Recap
This is a continuation of my previous article which dealt
with reverse-engineering QEMU with strace to learn how KVM works. Now it's
time to try and follow the steps we got from the strace logs to build our own
KVM-based virtual machine in Rust.
KVM Headers
I haven't actually used existing KVM libraries written specifically for Rust but
opted to use the libc crate which provides the required ioctl bindings and
helper macros. The main reason is that I want a complete understanding of what
is happening under the hood. Now for each of these KVM ioctl calls we can use
the Linux headers for reference.
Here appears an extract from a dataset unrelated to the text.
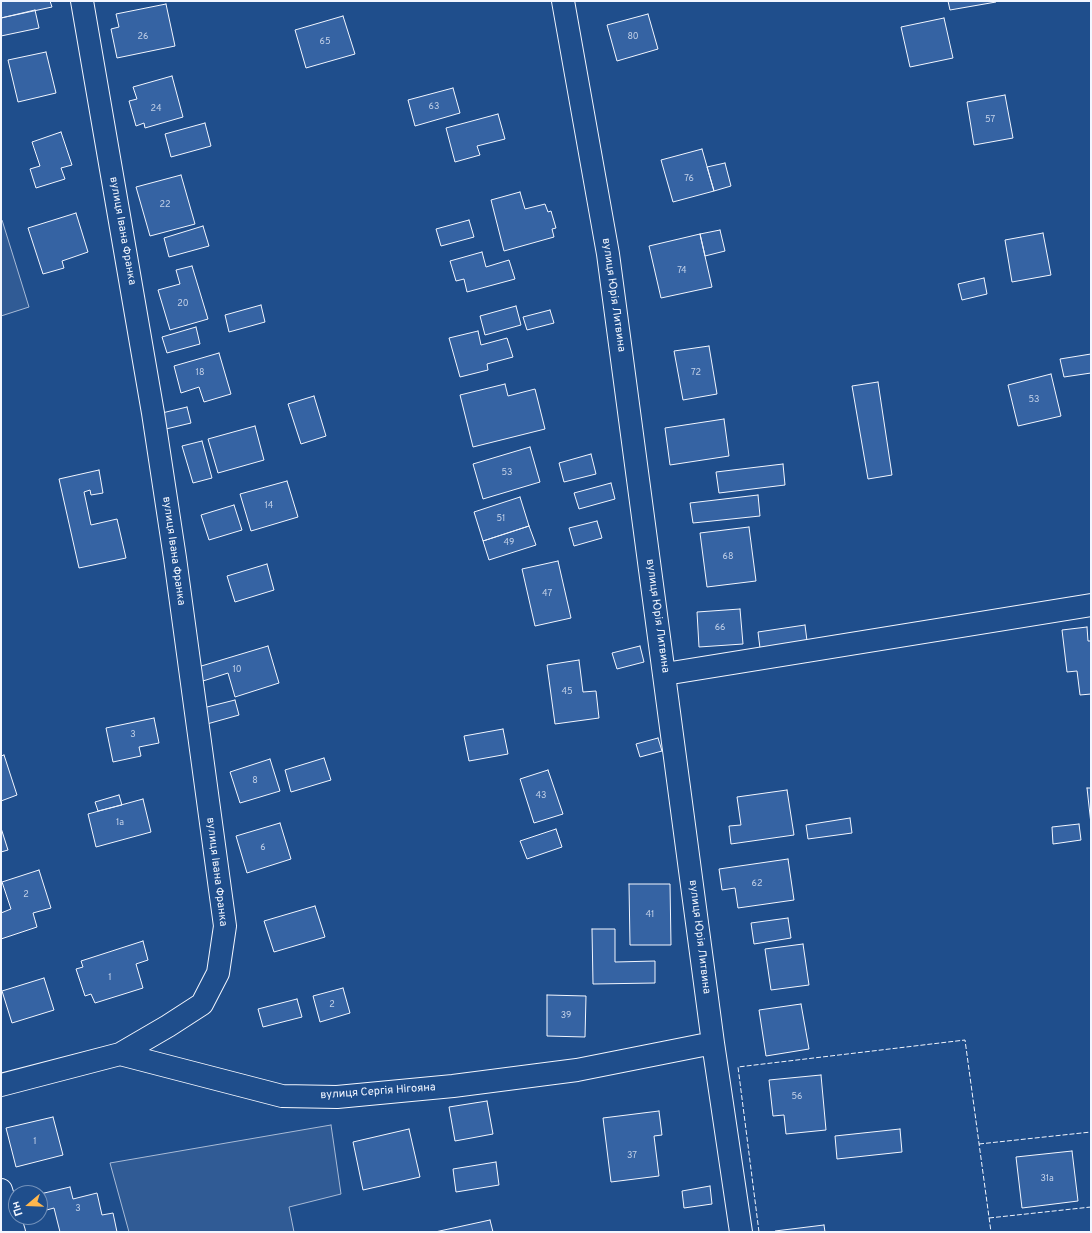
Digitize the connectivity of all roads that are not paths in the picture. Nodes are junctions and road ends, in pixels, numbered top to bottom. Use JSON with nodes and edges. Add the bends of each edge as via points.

For example, to find out how to construct
ioctl number for KVM_CREATE_VM we simply can do:
$ grep -Rn 'KVM_CREATE_VM' /usr/include/linux/
/usr/include/linux/kvm.h:855:/* machine type bits, to be used as argument to KVM_CREATE_VM */
/usr/include/linux/kvm.h:882:#define KVM_CREATE_VM _IO(KVMIO, 0x01) /* returns a VM fd */
Luckily in libc Rust crate we have macros for _IO (and the like), but we
still need KVMIO macro:
$ grep -Rn 'define KVMIO' /usr/include/linux/
/usr/include/linux/kvm.h:853:#define KVMIO 0xAE
We can now construct the ioctl number for KVM_CREATE_VM:
use libc::{_IOW, _IO, _IOR};
const KVMIO : u32 = 0xae;
const KVM_CREATE_VM : u64 = _IO(KVMIO, 0x01);
Note that exact integer type depends on the platform and libc definitions.
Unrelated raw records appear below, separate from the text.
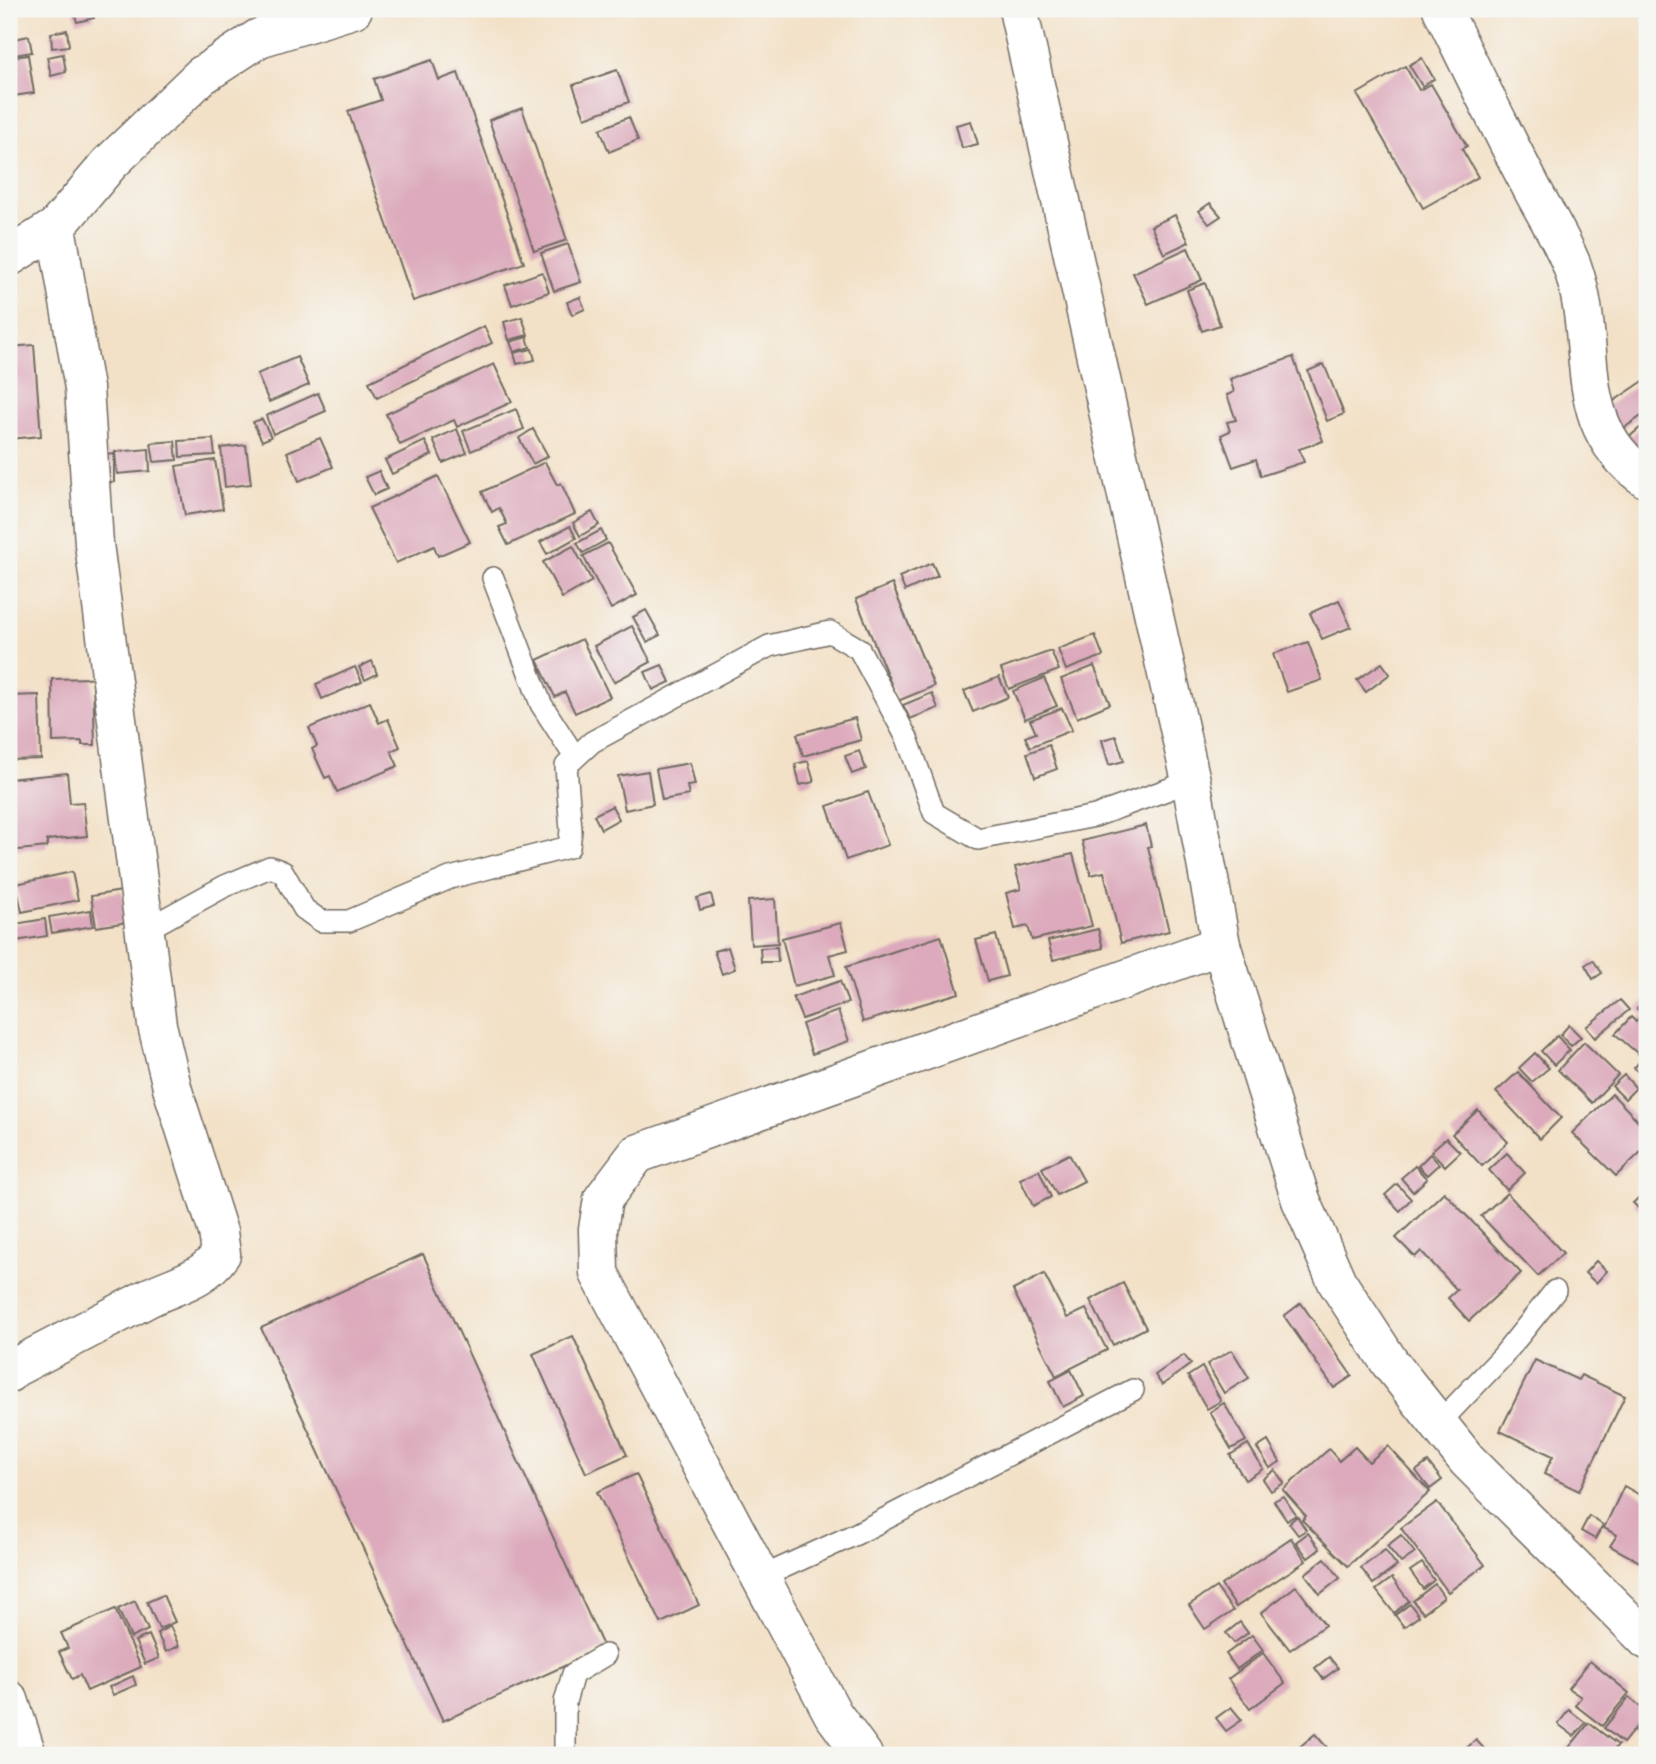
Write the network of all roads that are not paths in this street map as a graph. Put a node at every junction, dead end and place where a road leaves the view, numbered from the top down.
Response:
1 (352, 9) edge
2 (1018, 9) edge
3 (1441, 9) edge
4 (56, 227) junction
5 (9, 257) edge
6 (1647, 479) edge
7 (492, 578) dead end
8 (575, 757) junction
9 (1191, 782) junction
10 (145, 930) junction
11 (1221, 944) junction
12 (1555, 1291) dead end
13 (9, 1373) edge
14 (1133, 1390) dead end
15 (1438, 1424) junction
16 (761, 1577) junction
17 (1647, 1640) edge
18 (605, 1655) dead end
19 (9, 1699) edge
20 (27, 1755) edge
21 (565, 1755) edge
22 (863, 1755) edge

1 - 4 street
2 - 9 street
3 - 6 street
4 - 5 street
4 - 10 street
7 - 8 lane
8 - 9 lane
8 - 10 lane
9 - 11 street
10 - 13 street
11 - 15 street
11 - 16 street
12 - 15 lane
14 - 16 lane
15 - 17 street
16 - 22 street
18 - 21 lane
19 - 20 street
Then, in the main we can do:
fn main() -> Result<(), Box<dyn std::error::Error>> {
let file = OpenOptions::new()
.read(true)
.write(true)
.open("/dev/kvm")
.expect("failed to open /dev/kvm");
let fd = file.as_raw_fd();
let vm_fd = unsafe { libc::ioctl(fd, KVM_CREATE_VM, 0usize) };
Ok(())
}
This is the procedure we will follow for each relevant ioctl call. In fact,
we can "reverse-engineer" our own program and then compare it with the original,
to make sure we are doing the right thing:
$ strace cargo run
### omitted irrelevant strace output ###
openat(AT_FDCWD, "/dev/kvm", O_RDWR|O_CLOEXEC) = 3
ioctl(3, KVM_CREATE_VM, 0) = 4
Important note
In production code we would immediately check for a negative return value and
convert errno into a Rust error. To keep the example focused, I am omitting
proper error handling in this article.
Setting memory region
Now, to recall, the next step is setting up the memory region used by both the
KVM guest and the host. This region will be the memory of our virtual machine, a
place where we will load our binary:
140900 mmap(NULL, 1075838976, 0 /* PROT_NONE */, 0x22 /* MAP_PRIVATE|MAP_ANONYMOUS */, -1, 0) = 0x7768b3e00000
140900 mmap(0x7768b3e00000, 1073741824, 0x3 /* PROT_READ|PROT_WRITE */, 0x32 /* MAP_PRIVATE|MAP_FIXED|MAP_ANONYMOUS */, -1, 0) = 0x7768b3e00000
140900 ioctl(9<anon_inode:kvm-vm>, 0x4020ae46 /* KVM_SET_USER_MEMORY_REGION */, {slot=0, flags=0, guest_phys_addr=0, memory_size=1073741824, userspace_addr=0x7768b3e00000}) = 0
Recreating mmap call
So, first thing we need to do is follow the same logic for mmap which is also
available in the libc Rust crate. After creating the virtual machine, we could
simply recreate our own mmap calls based on the strace output. However,
notice that QEMU first reserves a larger address range with PROT_NONE and then
maps only the portion it actually intends to use. For our prototype we do not
actually need to mimic this exact reservation pattern.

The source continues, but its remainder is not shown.